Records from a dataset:
★ ★ ★ ★ ★

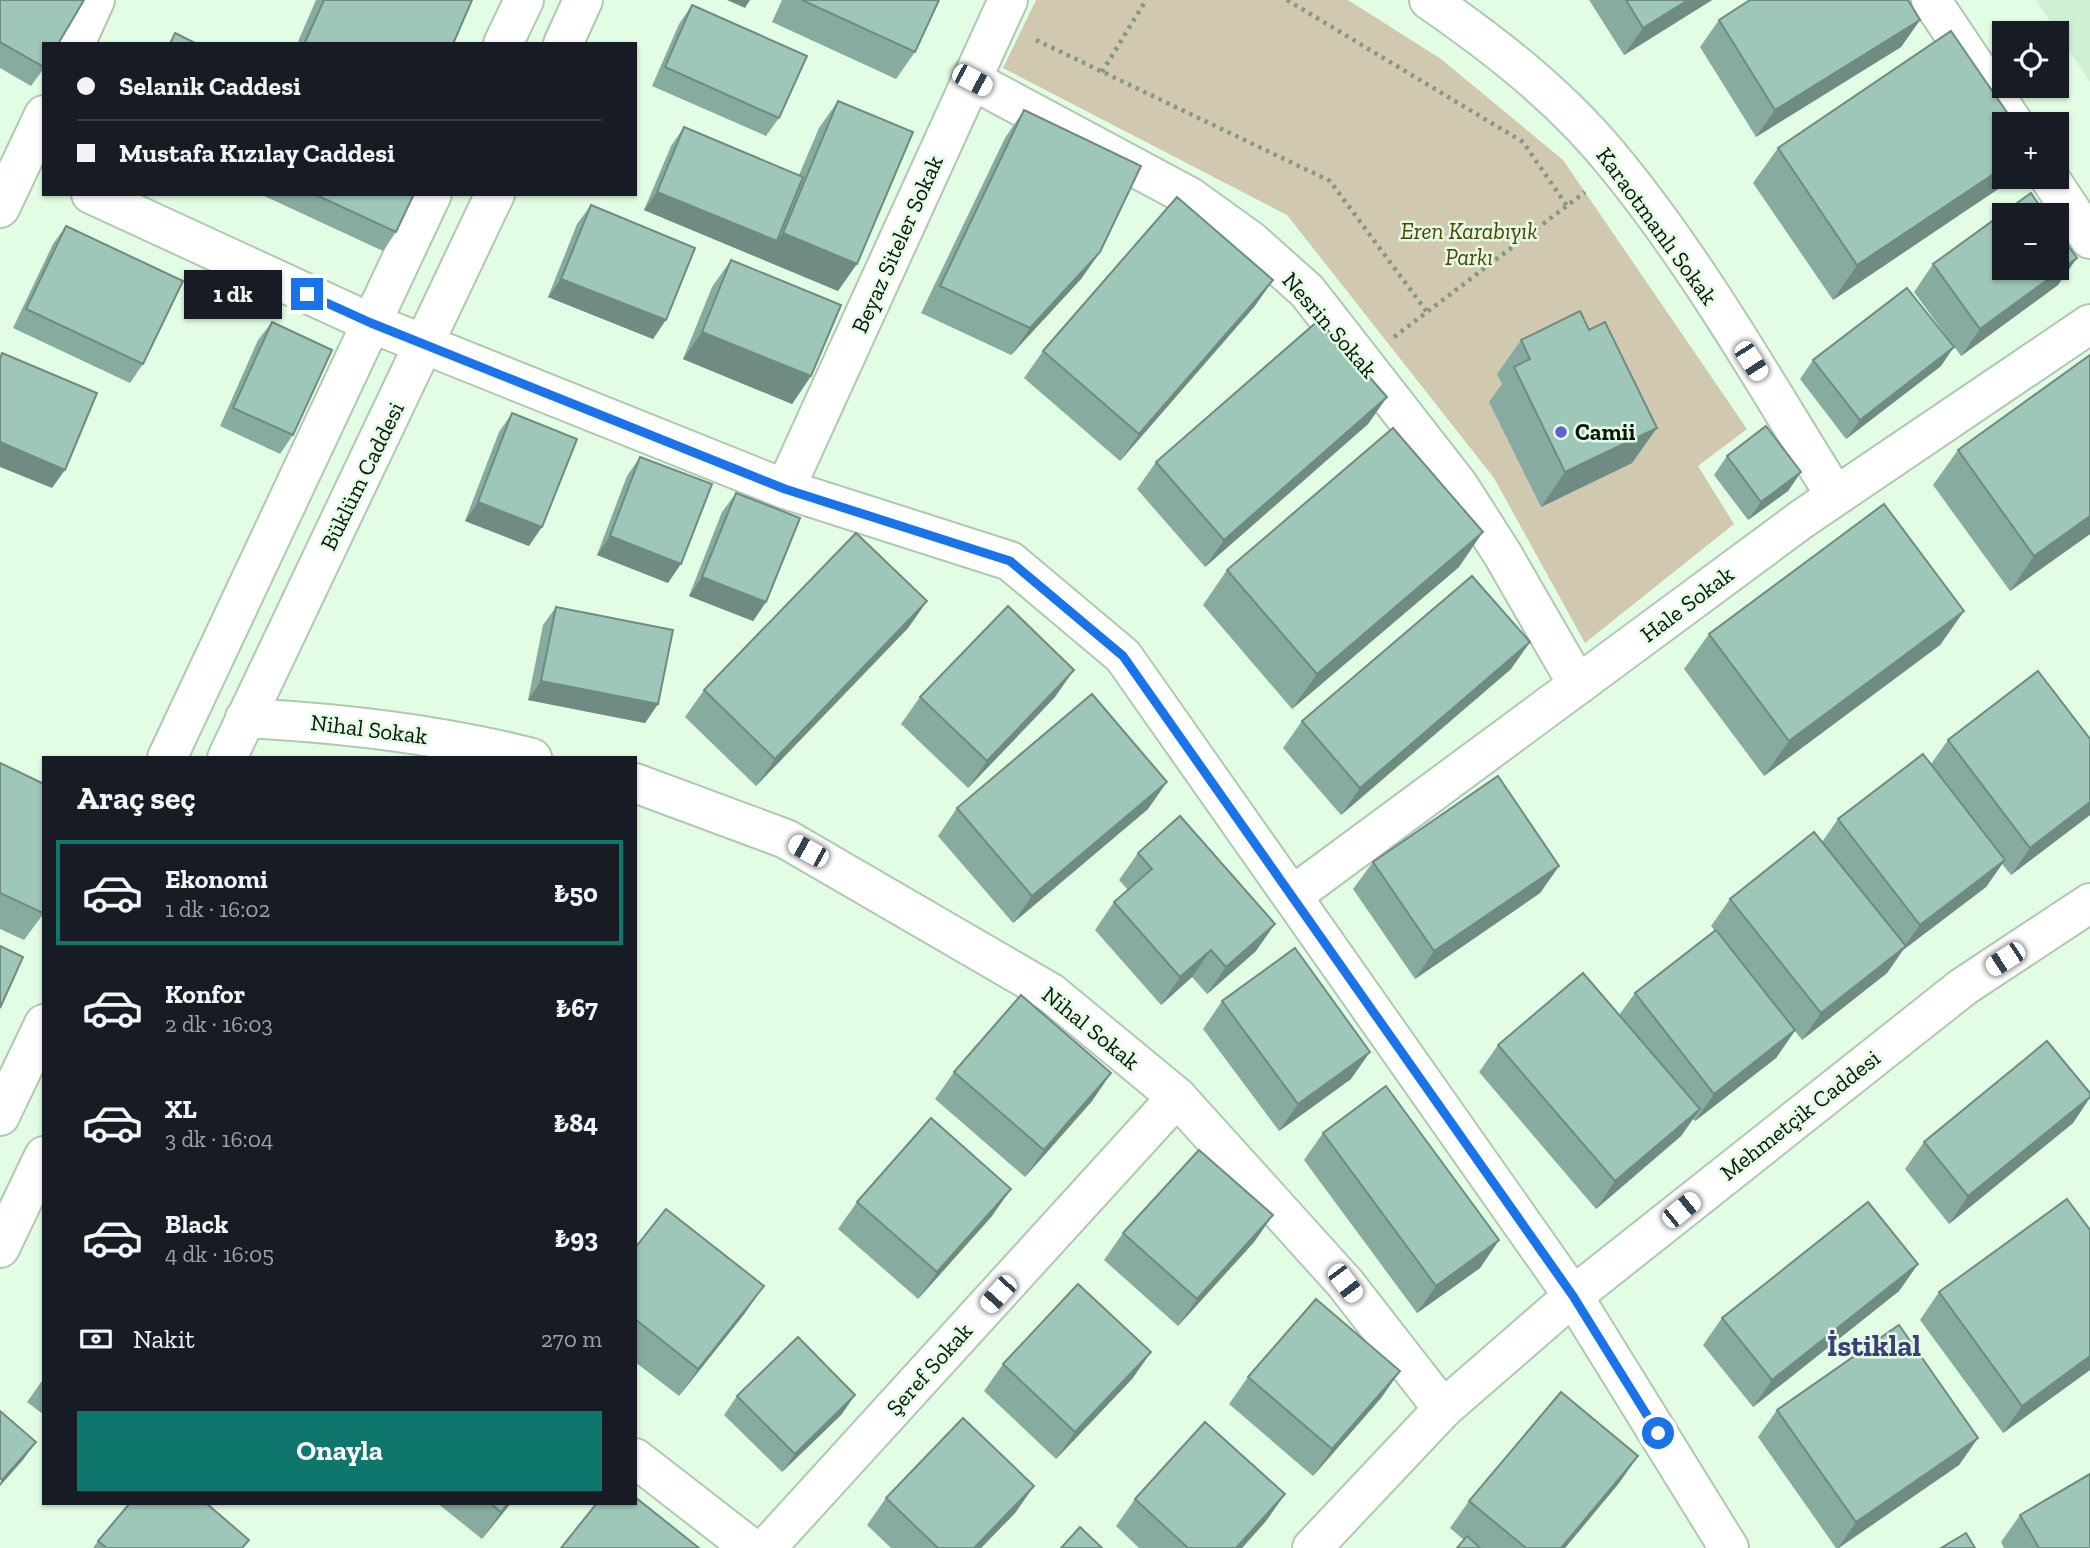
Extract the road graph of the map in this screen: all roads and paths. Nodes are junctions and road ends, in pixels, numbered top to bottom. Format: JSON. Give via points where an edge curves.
{"nodes":[{"id":1,"x":95,"y":0,"type":"edge"},
{"id":2,"x":524,"y":0,"type":"edge"},
{"id":3,"x":583,"y":0,"type":"edge"},
{"id":4,"x":1146,"y":0,"type":"edge"},
{"id":5,"x":1287,"y":0,"type":"edge"},
{"id":6,"x":1429,"y":0,"type":"edge"},
{"id":7,"x":1931,"y":0,"type":"edge"},
{"id":8,"x":1003,"y":11,"type":"edge"},
{"id":9,"x":76,"y":42,"type":"edge"},
{"id":10,"x":504,"y":42,"type":"edge"},
{"id":11,"x":565,"y":42,"type":"edge"},
{"id":12,"x":1102,"y":72,"type":"junction"},
{"id":13,"x":972,"y":80,"type":"junction"},
{"id":14,"x":2006,"y":112,"type":"edge"},
{"id":15,"x":42,"y":119,"type":"edge"},
{"id":16,"x":22,"y":162,"type":"edge"},
{"id":17,"x":1619,"y":167,"type":"junction"},
{"id":18,"x":2057,"y":189,"type":"edge"},
{"id":19,"x":94,"y":196,"type":"edge"},
{"id":20,"x":431,"y":196,"type":"edge"},
{"id":21,"x":494,"y":196,"type":"edge"},
{"id":22,"x":1567,"y":206,"type":"junction"},
{"id":23,"x":0,"y":208,"type":"edge"},
{"id":24,"x":2090,"y":239,"type":"edge"},
{"id":25,"x":1427,"y":312,"type":"junction"},
{"id":26,"x":371,"y":323,"type":"junction"},
{"id":27,"x":2090,"y":324,"type":"edge"},
{"id":28,"x":425,"y":345,"type":"junction"},
{"id":29,"x":1362,"y":360,"type":"junction"},
{"id":30,"x":785,"y":489,"type":"junction"},
{"id":31,"x":1835,"y":495,"type":"junction"},
{"id":32,"x":1578,"y":685,"type":"junction"},
{"id":33,"x":245,"y":718,"type":"junction"},
{"id":34,"x":168,"y":756,"type":"edge"},
{"id":35,"x":228,"y":756,"type":"edge"},
{"id":36,"x":525,"y":756,"type":"edge"},
{"id":37,"x":637,"y":784,"type":"edge"},
{"id":38,"x":1292,"y":896,"type":"junction"},
{"id":39,"x":2090,"y":903,"type":"edge"},
{"id":40,"x":42,"y":1028,"type":"edge"},
{"id":41,"x":1177,"y":1097,"type":"junction"},
{"id":42,"x":0,"y":1116,"type":"edge"},
{"id":43,"x":42,"y":1160,"type":"edge"},
{"id":44,"x":0,"y":1248,"type":"edge"},
{"id":45,"x":1573,"y":1296,"type":"junction"},
{"id":46,"x":1443,"y":1409,"type":"junction"},
{"id":47,"x":637,"y":1460,"type":"edge"},
{"id":48,"x":751,"y":1548,"type":"edge"},
{"id":49,"x":766,"y":1548,"type":"edge"},
{"id":50,"x":1312,"y":1548,"type":"edge"},
{"id":51,"x":1729,"y":1548,"type":"edge"}],
"edges":[{"from":1,"to":9,"type":"street"},
{"from":2,"to":10,"type":"street"},
{"from":3,"to":11,"type":"street"},
{"from":4,"to":12,"type":"path"},
{"from":5,"to":22,"type":"path","via":[[1523,142]]},
{"from":6,"to":17,"type":"street","name":"Karaotmanlı Sokak","via":[[1485,38],[1557,100]]},
{"from":7,"to":14,"type":"street"},
{"from":8,"to":12,"type":"path"},
{"from":8,"to":13,"type":"street","name":"Beyaz Siteler Sokak"},
{"from":12,"to":25,"type":"path","via":[[1330,181]]},
{"from":13,"to":29,"type":"street","name":"Nesrin Sokak","via":[[1200,204],[1307,291]]},
{"from":13,"to":30,"type":"street","name":"Beyaz Siteler Sokak"},
{"from":15,"to":16,"type":"street"},
{"from":16,"to":23,"type":"street"},
{"from":17,"to":22,"type":"path"},
{"from":17,"to":31,"type":"street","name":"Karaotmanlı Sokak","via":[[1680,250]]},
{"from":18,"to":24,"type":"street"},
{"from":19,"to":26,"type":"street"},
{"from":20,"to":26,"type":"street"},
{"from":21,"to":28,"type":"street","name":"Büklüm Caddesi"},
{"from":22,"to":25,"type":"path"},
{"from":25,"to":29,"type":"path"},
{"from":26,"to":28,"type":"street"},
{"from":26,"to":34,"type":"street"},
{"from":27,"to":31,"type":"street","name":"Hale Sokak"},
{"from":28,"to":30,"type":"street"},
{"from":28,"to":33,"type":"street","name":"Büklüm Caddesi"},
{"from":29,"to":32,"type":"street","name":"Nesrin Sokak","via":[[1459,486]]},
{"from":30,"to":38,"type":"street","via":[[1010,561],[1123,656]]},
{"from":31,"to":32,"type":"street","name":"Hale Sokak"},
{"from":32,"to":38,"type":"street","name":"Hale Sokak"},
{"from":33,"to":35,"type":"street","name":"Büklüm Caddesi"},
{"from":33,"to":36,"type":"street","name":"Nihal Sokak","via":[[309,721],[469,742]]},
{"from":37,"to":41,"type":"street","name":"Nihal Sokak","via":[[786,839],[897,901],[1051,993]]},
{"from":38,"to":45,"type":"street"},
{"from":39,"to":45,"type":"street","name":"Mehmetçik Caddesi","via":[[1962,987]]},
{"from":40,"to":42,"type":"street"},
{"from":41,"to":46,"type":"street","name":"Nihal Sokak","via":[[1345,1283]]},
{"from":41,"to":49,"type":"street","name":"Şeref Sokak"},
{"from":43,"to":44,"type":"street"},
{"from":45,"to":46,"type":"street","name":"Mehmetçik Caddesi"},
{"from":45,"to":51,"type":"street"},
{"from":46,"to":50,"type":"street","name":"Mehmetçik Caddesi"},
{"from":47,"to":48,"type":"street"}]}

★ ★ ★ ★ ★

Task: Wherever "Beyaz" turns up in the records, copy the whole line.

Output of the task:
{"from":8,"to":13,"type":"street","name":"Beyaz Siteler Sokak"},
{"from":13,"to":30,"type":"street","name":"Beyaz Siteler Sokak"},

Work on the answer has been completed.